Oily's plan was a referendum in 2014. Why? It's the 700th anniversary of the Battle of Bannockburn and he hoped to ride a tide of whisky-fuelled kilted patriotism to victory. Well, assuming he has left a drop of whisky within range of the ordinary budget by then, the short-sighted idiot. As it is, the booze run to Carlisle will not vote to close the border. Al, you are a dick, if only you could see it.

There is much talk of 'mandates' - he doesn't have a mandate to do this, they don't have a mandate to do that, and they all talk as if we believe they give a shit.

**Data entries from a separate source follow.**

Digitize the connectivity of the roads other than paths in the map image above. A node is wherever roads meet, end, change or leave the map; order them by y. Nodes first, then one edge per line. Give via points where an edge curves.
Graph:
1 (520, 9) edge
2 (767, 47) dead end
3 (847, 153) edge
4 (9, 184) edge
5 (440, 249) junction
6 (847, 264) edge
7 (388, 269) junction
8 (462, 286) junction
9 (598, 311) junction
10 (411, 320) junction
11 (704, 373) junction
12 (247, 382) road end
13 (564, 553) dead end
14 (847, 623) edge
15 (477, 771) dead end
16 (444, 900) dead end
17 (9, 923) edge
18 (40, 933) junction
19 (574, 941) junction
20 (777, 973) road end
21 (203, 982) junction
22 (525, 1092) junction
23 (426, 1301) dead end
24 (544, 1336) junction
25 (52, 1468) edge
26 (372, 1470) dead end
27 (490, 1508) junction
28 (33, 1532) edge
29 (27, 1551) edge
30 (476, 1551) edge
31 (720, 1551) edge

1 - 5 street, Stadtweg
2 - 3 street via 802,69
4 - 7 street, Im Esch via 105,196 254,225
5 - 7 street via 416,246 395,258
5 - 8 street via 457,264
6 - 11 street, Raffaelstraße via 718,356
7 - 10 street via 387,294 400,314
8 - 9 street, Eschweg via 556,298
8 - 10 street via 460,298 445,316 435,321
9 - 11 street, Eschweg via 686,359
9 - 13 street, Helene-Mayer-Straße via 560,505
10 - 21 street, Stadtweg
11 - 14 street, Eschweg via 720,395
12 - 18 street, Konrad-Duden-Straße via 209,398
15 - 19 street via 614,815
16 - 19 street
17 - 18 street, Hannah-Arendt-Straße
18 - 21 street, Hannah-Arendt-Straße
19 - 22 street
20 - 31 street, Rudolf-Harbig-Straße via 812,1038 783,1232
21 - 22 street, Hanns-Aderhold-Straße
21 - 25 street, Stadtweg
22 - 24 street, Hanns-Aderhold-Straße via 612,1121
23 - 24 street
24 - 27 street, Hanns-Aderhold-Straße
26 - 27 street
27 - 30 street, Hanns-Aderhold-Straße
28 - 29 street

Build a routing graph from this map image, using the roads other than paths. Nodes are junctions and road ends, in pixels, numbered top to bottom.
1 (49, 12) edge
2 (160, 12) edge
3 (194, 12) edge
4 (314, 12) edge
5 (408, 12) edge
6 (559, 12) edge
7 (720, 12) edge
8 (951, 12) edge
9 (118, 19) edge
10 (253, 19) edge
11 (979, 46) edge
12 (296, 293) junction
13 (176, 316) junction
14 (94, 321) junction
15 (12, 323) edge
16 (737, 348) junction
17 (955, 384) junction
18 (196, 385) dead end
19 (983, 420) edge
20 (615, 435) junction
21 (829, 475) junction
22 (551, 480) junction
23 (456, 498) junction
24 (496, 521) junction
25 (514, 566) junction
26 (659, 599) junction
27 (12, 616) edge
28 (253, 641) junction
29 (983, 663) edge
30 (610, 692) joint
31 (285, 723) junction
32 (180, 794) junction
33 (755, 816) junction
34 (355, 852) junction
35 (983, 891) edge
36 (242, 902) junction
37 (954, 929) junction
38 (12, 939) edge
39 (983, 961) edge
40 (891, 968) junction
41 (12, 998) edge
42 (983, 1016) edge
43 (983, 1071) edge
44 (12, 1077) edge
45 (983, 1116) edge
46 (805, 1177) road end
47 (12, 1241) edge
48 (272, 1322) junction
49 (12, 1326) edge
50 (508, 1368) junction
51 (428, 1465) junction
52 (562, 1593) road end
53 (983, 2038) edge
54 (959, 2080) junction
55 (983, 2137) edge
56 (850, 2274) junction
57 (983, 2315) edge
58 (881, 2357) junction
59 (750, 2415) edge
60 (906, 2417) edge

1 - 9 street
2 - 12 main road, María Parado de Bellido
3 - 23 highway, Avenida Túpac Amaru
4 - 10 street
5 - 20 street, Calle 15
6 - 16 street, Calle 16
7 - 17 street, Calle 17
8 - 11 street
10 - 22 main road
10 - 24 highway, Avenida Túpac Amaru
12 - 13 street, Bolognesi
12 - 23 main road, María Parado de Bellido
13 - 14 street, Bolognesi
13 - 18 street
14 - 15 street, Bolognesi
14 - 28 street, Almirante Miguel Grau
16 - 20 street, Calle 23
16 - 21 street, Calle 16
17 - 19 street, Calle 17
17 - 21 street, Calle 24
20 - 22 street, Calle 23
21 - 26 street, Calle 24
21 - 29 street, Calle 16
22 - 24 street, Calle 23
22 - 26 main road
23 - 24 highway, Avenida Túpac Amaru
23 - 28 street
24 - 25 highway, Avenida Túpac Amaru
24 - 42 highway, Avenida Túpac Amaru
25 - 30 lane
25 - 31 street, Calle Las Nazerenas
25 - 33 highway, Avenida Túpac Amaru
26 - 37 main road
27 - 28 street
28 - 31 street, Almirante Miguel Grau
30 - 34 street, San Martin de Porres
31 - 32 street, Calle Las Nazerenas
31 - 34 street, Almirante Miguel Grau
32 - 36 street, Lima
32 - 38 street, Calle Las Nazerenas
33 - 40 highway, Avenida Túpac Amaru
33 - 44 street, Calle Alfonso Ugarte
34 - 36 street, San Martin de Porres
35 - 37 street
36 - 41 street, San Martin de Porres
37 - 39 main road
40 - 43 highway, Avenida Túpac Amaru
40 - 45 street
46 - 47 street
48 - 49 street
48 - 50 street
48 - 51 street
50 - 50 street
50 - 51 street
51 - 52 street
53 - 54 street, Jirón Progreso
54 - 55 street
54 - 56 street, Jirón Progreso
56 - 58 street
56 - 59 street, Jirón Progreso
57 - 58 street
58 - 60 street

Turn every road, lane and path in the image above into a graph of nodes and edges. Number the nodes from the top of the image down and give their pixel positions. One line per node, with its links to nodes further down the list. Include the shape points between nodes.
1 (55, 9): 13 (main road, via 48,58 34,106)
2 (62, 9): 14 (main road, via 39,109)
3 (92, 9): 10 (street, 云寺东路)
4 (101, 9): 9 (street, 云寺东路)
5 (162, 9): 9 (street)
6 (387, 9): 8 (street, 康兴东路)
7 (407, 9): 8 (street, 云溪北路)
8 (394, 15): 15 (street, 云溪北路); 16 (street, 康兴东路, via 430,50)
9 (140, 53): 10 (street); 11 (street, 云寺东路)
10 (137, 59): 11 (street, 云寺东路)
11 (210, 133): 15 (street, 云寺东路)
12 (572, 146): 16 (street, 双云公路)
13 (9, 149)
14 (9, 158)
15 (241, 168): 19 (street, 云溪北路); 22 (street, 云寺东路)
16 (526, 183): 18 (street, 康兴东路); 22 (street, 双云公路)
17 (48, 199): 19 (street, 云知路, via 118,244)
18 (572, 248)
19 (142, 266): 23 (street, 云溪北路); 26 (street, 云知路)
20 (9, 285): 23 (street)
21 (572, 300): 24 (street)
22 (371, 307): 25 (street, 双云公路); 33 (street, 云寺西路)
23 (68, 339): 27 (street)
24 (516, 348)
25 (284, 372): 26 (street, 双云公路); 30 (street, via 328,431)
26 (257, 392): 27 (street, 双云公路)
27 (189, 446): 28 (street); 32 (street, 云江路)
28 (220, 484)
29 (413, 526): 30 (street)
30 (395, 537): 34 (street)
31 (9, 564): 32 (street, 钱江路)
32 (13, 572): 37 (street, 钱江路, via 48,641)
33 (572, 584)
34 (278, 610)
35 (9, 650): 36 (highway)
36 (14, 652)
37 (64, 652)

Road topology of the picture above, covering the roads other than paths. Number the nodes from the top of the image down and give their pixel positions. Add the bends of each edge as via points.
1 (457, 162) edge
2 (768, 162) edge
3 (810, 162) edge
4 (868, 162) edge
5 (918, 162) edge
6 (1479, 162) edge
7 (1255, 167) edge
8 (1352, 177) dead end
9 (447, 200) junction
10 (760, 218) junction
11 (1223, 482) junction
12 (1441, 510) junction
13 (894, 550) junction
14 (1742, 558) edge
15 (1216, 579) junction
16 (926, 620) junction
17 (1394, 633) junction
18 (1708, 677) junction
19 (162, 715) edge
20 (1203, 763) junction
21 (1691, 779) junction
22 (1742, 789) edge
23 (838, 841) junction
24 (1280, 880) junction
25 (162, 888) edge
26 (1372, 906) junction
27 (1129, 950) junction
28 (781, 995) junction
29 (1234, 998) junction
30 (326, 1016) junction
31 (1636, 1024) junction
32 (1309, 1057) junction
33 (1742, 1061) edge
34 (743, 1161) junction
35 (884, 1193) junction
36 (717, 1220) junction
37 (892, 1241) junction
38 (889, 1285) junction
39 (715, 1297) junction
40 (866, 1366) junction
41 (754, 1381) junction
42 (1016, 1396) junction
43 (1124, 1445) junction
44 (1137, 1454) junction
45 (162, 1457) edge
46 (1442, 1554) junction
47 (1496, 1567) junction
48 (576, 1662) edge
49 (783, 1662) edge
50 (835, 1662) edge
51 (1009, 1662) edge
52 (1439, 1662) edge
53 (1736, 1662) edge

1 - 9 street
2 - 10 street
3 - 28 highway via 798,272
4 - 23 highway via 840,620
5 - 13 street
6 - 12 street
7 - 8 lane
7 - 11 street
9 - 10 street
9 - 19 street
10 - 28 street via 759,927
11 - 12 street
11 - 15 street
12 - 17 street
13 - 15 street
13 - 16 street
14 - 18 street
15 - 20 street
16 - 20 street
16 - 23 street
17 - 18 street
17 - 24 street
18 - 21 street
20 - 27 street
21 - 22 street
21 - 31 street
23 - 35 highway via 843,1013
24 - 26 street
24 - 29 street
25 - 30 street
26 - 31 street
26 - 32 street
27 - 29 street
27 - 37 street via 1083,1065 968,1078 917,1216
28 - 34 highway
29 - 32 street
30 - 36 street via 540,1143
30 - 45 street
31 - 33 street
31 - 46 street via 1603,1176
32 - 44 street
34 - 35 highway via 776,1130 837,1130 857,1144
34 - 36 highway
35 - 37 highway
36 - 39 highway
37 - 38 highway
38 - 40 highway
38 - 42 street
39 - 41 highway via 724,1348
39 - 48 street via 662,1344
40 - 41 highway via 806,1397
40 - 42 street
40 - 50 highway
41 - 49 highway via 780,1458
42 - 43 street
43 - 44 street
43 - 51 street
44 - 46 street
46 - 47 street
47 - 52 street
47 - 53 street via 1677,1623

No government had a mandate for the total exclusion of a large chunk of the population based on lifestyle, but they did it anyway. No government had a mandate to foster hatred towards smokers but they did it anyway. No government had a mandate to promote anti-drinking laws but they did it anyway. No government had a mandate to declare fat people legitimate targets for hate but they did it anyway. No government had a mandate to subvert science by encouraging total fabrication of statistics but they are doing it anyway.

No government had a mandate to install a Mugabe-style justice system but they are doing it anyway.

So don't talk to us about mandates, Oily Al. Don't talk to us about lawful process, mirror-bonce Cameroid. Neither of you can be trusted. Neither of you produce one word of truth, neither of you give a toss about those who voted for you, neither of you do a single damn thing that benefits anyone but yourselves. And we are all seeing it, more and more, every day.

I have met and spoken with quite a few of those we describe on the blogs as 'chavs'. Yes, they are mostly not too bright, yes, they are in it for themselves, yes they will grab an opportunity to fleece you if they can. I prefer them to the politicians for very simple reasons.

They aren't pretending they want anything other than money, and they aren't interested in controlling my life.

Politicians, of any rosette, are far, far worse than any chav you'll ever meet. You think the chavs are the dregs of life? Look deeper.

Much deeper.


There, in the deep slime at the base of the abyss, are the politicians.